• [Task prompt]: Compute how many lines in the data below contain "view"; answer only with that number.

____ Data for analysis

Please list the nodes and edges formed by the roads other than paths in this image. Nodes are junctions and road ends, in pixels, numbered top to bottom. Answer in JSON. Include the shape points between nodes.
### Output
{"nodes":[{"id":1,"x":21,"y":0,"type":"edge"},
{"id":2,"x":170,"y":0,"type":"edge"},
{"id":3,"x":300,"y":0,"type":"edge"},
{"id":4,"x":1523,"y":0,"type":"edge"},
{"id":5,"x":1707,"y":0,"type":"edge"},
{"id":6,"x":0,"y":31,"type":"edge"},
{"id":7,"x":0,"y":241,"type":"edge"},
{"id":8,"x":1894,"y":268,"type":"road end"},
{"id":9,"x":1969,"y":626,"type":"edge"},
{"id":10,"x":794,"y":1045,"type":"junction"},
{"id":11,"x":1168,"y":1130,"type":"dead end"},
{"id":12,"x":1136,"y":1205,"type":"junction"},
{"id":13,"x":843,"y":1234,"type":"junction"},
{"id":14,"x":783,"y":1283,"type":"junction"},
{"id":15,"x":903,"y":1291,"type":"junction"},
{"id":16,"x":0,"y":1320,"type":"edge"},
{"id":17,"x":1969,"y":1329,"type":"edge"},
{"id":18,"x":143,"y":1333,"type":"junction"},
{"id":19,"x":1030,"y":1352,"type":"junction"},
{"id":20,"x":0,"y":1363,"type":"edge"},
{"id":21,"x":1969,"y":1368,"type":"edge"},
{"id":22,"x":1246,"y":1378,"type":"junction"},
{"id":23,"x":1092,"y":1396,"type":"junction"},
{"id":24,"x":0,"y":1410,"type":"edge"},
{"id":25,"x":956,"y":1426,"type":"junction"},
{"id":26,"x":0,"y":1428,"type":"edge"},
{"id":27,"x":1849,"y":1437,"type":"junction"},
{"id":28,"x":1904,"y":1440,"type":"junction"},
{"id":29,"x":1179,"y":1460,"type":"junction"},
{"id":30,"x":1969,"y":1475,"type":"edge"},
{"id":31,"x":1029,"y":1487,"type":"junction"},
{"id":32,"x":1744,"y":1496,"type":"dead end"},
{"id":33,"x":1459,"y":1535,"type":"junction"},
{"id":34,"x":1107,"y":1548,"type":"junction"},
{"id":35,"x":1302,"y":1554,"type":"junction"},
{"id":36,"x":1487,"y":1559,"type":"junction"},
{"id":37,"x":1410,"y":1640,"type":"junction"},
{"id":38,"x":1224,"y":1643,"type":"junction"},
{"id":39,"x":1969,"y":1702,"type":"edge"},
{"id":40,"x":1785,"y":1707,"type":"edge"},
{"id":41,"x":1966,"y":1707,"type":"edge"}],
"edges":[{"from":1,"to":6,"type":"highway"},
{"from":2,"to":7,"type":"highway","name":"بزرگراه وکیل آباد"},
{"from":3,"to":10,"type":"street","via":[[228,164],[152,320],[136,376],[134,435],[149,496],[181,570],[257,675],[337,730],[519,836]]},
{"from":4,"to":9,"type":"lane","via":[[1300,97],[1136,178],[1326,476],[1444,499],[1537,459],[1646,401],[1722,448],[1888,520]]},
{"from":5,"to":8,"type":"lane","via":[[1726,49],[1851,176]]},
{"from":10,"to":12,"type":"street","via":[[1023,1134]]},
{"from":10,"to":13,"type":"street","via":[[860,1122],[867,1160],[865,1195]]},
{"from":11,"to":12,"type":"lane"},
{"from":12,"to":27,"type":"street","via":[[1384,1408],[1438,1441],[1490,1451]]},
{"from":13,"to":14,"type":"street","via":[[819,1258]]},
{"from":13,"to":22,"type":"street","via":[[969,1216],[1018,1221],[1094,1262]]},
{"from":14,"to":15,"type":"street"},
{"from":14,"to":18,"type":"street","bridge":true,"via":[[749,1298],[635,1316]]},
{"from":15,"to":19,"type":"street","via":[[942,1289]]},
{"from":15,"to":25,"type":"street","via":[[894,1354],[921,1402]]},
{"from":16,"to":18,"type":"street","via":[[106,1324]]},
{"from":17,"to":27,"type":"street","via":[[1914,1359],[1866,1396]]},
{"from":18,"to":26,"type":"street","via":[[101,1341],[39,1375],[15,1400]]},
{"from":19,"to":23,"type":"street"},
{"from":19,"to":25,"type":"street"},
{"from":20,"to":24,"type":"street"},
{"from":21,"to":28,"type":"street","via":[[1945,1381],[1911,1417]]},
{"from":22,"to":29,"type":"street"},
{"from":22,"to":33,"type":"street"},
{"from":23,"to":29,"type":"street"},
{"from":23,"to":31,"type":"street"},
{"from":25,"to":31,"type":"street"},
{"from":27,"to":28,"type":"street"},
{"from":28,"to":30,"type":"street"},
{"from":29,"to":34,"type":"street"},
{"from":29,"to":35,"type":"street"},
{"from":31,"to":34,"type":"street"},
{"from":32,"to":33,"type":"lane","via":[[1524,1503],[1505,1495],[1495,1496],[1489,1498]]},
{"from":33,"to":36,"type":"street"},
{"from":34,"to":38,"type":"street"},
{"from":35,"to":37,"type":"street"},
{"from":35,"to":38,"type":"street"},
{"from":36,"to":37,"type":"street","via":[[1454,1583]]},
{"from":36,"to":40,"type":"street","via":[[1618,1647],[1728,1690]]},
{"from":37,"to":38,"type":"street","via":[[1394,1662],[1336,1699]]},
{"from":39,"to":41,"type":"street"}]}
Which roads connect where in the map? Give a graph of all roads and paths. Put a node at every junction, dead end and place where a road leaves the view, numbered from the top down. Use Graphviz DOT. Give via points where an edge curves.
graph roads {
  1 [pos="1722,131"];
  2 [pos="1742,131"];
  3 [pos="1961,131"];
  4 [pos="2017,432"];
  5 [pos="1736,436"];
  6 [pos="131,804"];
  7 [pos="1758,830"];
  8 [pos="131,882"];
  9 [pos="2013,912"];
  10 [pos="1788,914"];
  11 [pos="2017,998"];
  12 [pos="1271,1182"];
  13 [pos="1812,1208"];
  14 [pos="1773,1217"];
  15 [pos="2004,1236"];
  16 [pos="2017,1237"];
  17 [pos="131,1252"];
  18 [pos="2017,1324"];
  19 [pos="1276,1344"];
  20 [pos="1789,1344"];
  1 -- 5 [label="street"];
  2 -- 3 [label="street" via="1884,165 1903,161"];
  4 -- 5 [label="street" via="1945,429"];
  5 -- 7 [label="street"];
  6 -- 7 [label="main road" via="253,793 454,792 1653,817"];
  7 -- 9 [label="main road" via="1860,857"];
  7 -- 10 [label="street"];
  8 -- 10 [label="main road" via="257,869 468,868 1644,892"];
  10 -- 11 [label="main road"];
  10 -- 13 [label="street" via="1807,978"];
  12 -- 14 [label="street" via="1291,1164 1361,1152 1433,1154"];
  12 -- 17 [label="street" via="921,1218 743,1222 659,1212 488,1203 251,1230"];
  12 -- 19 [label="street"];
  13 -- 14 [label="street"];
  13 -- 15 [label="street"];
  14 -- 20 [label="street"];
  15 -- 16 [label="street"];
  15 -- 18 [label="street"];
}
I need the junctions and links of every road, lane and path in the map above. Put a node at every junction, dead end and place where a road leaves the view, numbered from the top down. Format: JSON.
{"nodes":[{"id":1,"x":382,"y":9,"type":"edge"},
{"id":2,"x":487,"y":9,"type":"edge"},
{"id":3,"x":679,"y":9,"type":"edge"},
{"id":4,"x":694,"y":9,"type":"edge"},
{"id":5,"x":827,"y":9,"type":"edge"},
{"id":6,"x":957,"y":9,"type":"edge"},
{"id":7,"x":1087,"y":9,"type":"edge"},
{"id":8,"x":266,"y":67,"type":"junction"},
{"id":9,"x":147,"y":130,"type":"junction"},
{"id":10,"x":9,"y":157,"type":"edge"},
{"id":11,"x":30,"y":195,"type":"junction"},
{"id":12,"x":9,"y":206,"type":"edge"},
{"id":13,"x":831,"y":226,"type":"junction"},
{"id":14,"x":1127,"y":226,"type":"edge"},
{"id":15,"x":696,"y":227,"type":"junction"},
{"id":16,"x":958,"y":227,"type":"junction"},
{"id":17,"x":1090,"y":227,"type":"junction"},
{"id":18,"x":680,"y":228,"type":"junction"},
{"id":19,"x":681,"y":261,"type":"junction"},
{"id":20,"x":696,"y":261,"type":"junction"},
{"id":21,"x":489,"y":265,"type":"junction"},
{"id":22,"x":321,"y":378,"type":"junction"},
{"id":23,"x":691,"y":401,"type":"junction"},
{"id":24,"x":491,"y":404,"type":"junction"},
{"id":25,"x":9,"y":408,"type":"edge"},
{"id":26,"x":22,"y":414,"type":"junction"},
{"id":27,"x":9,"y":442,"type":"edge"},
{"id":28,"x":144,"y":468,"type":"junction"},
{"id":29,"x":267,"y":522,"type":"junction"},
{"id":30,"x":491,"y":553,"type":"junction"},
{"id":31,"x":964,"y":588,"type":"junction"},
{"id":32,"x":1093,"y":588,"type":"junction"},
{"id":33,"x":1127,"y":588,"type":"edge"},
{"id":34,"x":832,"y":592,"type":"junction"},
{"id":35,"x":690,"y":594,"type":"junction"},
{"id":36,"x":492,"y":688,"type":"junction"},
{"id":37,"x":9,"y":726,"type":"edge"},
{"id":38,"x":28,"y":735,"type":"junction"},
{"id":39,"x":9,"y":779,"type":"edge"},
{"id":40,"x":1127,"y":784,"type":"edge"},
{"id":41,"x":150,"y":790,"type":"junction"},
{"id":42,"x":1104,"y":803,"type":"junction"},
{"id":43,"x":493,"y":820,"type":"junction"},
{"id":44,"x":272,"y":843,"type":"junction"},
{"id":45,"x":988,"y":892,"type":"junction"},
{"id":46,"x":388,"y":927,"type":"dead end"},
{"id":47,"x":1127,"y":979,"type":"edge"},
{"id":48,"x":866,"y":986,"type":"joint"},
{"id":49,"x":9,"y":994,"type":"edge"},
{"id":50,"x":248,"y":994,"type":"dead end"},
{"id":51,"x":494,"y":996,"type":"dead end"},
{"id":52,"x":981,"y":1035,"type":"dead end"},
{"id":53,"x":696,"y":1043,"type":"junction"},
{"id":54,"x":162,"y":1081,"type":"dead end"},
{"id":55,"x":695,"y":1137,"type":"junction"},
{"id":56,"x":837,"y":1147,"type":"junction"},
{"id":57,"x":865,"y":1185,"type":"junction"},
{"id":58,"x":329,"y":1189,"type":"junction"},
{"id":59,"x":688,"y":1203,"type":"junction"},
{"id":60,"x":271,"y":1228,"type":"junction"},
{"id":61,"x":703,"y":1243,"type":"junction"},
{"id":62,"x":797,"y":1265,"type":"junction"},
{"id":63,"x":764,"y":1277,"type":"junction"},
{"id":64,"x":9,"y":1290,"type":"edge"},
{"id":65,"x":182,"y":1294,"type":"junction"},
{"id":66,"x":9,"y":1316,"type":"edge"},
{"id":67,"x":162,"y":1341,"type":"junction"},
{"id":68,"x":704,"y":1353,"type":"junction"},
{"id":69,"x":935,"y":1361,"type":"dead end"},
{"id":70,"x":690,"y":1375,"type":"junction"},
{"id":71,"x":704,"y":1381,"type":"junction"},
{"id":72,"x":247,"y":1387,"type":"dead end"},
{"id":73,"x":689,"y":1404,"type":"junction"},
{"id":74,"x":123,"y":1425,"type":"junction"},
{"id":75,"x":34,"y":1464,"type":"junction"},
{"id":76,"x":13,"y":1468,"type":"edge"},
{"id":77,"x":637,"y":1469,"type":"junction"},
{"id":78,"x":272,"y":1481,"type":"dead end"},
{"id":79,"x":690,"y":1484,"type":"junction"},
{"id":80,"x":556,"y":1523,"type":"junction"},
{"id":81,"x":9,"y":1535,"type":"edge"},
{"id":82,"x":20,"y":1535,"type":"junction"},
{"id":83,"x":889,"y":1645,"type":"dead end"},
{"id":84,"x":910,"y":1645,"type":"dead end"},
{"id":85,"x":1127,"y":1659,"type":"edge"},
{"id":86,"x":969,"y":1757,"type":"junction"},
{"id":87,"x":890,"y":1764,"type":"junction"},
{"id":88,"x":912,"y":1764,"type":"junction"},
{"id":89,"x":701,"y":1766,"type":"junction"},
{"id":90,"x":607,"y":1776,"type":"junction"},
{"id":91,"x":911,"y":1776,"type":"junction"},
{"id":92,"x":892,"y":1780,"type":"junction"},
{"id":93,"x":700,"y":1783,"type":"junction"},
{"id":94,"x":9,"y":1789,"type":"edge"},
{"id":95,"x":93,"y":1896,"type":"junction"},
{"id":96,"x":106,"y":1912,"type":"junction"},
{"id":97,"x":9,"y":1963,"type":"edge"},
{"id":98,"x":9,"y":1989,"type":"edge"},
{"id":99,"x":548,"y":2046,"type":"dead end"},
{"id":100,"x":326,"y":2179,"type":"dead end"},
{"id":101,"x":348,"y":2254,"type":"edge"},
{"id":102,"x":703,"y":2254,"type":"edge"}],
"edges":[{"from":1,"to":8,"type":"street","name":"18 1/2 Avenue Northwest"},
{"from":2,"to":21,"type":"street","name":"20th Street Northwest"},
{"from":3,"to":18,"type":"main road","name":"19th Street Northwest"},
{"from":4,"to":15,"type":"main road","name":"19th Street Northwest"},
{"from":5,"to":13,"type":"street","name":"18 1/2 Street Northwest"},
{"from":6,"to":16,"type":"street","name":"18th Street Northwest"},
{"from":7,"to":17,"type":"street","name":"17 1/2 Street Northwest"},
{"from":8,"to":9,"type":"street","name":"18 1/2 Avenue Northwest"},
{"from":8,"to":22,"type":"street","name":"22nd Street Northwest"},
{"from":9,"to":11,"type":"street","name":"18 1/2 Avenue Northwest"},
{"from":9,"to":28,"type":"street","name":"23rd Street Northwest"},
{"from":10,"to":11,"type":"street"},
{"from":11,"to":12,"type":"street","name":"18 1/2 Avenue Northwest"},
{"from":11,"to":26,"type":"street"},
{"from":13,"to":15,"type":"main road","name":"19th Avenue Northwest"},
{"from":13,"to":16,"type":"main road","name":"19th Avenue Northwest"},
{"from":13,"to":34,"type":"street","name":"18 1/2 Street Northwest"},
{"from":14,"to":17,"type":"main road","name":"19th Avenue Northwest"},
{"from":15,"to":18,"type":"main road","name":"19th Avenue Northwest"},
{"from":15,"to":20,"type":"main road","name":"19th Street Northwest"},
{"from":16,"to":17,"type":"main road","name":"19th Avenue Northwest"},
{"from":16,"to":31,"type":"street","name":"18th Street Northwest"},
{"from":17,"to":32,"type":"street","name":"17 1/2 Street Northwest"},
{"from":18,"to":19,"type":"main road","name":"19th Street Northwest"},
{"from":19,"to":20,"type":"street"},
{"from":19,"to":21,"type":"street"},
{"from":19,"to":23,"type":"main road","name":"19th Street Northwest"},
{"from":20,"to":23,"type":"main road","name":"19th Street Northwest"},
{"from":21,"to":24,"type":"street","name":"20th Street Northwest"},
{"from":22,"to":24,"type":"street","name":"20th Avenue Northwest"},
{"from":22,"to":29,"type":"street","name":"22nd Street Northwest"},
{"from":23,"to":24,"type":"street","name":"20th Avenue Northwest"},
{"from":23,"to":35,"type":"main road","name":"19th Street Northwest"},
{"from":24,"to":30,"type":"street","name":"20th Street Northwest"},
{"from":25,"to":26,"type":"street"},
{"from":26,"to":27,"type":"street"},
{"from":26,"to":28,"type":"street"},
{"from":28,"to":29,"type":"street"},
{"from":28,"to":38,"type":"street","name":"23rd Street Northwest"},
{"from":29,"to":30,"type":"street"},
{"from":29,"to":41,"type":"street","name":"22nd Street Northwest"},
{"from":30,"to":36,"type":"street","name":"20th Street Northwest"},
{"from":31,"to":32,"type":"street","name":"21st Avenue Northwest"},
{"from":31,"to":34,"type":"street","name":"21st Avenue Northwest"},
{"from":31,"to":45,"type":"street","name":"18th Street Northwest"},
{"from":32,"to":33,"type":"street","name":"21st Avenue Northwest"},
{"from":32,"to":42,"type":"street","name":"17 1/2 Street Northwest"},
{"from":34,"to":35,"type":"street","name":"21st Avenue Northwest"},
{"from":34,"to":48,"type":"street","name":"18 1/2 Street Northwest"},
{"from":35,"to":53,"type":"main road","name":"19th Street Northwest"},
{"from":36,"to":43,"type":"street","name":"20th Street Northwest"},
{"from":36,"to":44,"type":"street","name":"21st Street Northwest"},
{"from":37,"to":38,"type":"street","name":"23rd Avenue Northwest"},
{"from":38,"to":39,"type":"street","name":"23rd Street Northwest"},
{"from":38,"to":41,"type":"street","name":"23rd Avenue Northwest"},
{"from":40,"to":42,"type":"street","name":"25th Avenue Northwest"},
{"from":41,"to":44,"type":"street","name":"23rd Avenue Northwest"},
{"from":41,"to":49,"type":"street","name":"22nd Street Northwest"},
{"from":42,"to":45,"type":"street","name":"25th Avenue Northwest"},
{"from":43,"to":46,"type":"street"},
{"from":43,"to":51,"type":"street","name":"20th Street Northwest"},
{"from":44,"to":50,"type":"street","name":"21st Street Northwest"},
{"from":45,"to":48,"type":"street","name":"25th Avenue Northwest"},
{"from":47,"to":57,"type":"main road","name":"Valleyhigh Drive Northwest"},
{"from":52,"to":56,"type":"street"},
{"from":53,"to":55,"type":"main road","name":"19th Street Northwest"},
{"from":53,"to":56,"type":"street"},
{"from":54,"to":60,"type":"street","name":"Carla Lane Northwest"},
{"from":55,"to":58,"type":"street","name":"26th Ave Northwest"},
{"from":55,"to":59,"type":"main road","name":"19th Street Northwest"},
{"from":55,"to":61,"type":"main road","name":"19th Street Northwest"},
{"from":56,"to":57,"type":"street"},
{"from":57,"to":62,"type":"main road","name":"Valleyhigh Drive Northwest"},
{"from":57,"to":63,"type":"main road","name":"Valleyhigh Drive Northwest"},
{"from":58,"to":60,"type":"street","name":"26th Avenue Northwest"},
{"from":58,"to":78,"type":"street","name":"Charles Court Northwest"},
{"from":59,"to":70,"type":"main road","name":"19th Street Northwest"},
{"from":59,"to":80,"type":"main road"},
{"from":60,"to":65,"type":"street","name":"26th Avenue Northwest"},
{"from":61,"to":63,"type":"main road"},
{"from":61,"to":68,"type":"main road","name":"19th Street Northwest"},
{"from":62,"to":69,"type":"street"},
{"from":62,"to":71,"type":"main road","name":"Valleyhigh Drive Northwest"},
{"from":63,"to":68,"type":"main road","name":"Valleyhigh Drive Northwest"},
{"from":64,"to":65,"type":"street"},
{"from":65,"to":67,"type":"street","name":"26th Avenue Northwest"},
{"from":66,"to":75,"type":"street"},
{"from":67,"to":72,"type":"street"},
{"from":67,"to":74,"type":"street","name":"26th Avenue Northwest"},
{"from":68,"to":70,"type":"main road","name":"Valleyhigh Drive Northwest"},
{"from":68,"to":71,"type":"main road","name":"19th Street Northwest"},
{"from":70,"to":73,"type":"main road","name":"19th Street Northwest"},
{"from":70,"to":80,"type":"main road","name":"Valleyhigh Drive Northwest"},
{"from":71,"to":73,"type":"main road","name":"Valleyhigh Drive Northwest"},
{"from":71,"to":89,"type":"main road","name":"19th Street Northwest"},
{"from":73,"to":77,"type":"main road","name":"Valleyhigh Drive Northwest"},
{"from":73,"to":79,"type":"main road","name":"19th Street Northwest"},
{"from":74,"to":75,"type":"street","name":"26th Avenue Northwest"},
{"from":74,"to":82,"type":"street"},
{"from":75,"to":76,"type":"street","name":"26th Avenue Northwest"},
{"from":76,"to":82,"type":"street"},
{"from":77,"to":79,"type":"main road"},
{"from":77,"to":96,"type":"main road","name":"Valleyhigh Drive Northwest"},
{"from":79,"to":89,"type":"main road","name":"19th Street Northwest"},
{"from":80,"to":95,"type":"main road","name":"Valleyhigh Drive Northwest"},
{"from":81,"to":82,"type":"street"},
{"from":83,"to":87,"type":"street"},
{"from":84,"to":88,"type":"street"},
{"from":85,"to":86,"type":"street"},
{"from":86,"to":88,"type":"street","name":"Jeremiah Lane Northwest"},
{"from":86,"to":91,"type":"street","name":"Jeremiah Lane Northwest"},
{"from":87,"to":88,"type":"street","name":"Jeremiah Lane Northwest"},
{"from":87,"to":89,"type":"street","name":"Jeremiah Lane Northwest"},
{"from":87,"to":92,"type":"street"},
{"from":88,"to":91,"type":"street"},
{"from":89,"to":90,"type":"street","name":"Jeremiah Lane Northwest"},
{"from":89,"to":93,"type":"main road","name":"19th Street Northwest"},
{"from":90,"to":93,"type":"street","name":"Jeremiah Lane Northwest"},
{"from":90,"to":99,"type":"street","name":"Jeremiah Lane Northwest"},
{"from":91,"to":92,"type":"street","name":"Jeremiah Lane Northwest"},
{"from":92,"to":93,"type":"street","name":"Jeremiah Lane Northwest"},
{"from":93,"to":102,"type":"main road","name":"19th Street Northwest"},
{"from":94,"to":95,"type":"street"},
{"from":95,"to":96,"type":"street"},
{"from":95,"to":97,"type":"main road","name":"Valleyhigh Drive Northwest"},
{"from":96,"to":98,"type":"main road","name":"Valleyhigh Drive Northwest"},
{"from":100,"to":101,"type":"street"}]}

________

• [Task solution]: 2